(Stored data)
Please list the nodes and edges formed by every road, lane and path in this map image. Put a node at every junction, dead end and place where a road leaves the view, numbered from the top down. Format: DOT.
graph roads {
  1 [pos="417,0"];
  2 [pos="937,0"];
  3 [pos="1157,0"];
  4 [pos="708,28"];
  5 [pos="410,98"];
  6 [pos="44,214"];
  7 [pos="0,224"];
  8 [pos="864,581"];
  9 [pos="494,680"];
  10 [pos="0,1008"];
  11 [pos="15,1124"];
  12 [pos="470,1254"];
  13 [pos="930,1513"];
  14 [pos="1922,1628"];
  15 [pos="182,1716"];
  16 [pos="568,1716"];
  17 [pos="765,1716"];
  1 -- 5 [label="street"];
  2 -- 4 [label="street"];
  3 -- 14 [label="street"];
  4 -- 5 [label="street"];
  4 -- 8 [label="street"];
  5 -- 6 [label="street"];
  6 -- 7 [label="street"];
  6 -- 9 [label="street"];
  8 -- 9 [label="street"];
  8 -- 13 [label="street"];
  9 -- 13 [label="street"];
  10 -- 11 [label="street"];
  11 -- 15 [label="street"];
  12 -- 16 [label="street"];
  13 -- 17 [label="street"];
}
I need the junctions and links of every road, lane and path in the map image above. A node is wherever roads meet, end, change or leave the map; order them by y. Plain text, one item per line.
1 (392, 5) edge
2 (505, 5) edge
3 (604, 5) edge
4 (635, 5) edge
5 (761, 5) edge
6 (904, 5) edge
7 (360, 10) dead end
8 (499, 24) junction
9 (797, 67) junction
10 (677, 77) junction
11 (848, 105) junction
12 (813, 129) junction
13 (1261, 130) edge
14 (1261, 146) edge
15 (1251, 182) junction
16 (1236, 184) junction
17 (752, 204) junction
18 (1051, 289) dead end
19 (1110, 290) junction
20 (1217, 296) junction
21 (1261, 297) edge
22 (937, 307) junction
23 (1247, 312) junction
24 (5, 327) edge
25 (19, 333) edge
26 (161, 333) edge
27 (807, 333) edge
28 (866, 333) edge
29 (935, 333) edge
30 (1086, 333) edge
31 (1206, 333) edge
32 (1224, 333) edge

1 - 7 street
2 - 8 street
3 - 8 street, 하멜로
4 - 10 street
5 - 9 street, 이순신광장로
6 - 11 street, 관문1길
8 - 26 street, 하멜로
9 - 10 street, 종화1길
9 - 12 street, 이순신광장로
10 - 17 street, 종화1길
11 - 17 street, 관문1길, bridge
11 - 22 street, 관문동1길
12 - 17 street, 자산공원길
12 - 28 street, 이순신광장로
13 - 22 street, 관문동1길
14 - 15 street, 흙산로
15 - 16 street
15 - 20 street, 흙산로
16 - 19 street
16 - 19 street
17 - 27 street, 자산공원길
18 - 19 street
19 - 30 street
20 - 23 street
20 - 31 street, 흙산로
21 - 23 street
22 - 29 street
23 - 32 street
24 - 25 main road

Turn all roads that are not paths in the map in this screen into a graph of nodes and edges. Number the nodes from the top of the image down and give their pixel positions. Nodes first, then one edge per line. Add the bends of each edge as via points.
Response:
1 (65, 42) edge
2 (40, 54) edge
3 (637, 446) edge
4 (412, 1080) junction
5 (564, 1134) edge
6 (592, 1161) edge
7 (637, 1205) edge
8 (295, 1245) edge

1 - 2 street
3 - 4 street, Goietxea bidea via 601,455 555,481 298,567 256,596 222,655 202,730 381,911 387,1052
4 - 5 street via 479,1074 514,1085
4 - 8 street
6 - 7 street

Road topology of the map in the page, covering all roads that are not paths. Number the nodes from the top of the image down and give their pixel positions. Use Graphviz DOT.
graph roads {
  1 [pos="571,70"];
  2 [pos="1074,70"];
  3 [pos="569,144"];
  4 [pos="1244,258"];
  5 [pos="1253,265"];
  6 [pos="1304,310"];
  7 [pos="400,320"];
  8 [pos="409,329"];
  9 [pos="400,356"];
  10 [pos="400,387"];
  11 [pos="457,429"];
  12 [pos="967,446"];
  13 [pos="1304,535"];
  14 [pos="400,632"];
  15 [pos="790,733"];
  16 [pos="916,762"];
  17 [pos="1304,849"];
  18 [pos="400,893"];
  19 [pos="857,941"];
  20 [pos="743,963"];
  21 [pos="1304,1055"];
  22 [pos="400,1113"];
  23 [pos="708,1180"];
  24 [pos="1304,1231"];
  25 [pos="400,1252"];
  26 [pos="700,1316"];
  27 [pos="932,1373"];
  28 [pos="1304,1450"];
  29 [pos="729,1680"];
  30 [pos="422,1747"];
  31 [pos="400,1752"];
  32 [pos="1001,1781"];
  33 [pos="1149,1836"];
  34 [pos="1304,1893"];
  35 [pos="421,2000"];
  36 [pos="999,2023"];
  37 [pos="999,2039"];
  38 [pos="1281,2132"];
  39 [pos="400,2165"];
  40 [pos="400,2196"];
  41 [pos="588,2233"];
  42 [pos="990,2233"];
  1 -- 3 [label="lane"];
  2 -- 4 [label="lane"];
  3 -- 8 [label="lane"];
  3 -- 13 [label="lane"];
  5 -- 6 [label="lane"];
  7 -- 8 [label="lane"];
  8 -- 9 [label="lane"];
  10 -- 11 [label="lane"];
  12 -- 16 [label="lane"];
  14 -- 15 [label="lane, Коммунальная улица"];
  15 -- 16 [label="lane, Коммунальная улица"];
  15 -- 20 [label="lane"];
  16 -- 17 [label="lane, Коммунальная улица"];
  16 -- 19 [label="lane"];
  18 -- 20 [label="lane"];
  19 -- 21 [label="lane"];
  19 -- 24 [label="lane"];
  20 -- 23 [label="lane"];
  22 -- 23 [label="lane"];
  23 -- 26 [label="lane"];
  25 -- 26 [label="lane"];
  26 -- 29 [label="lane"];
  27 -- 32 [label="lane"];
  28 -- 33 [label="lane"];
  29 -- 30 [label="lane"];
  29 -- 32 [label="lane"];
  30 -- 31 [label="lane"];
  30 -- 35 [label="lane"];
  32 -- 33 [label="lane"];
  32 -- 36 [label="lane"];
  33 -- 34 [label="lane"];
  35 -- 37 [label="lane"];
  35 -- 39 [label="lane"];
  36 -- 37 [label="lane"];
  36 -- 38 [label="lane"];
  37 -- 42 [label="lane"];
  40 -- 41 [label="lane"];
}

» Task directions
Return each line among the entries that holds the word "자산공원길".

» Exercise response
12 - 17 street, 자산공원길
17 - 27 street, 자산공원길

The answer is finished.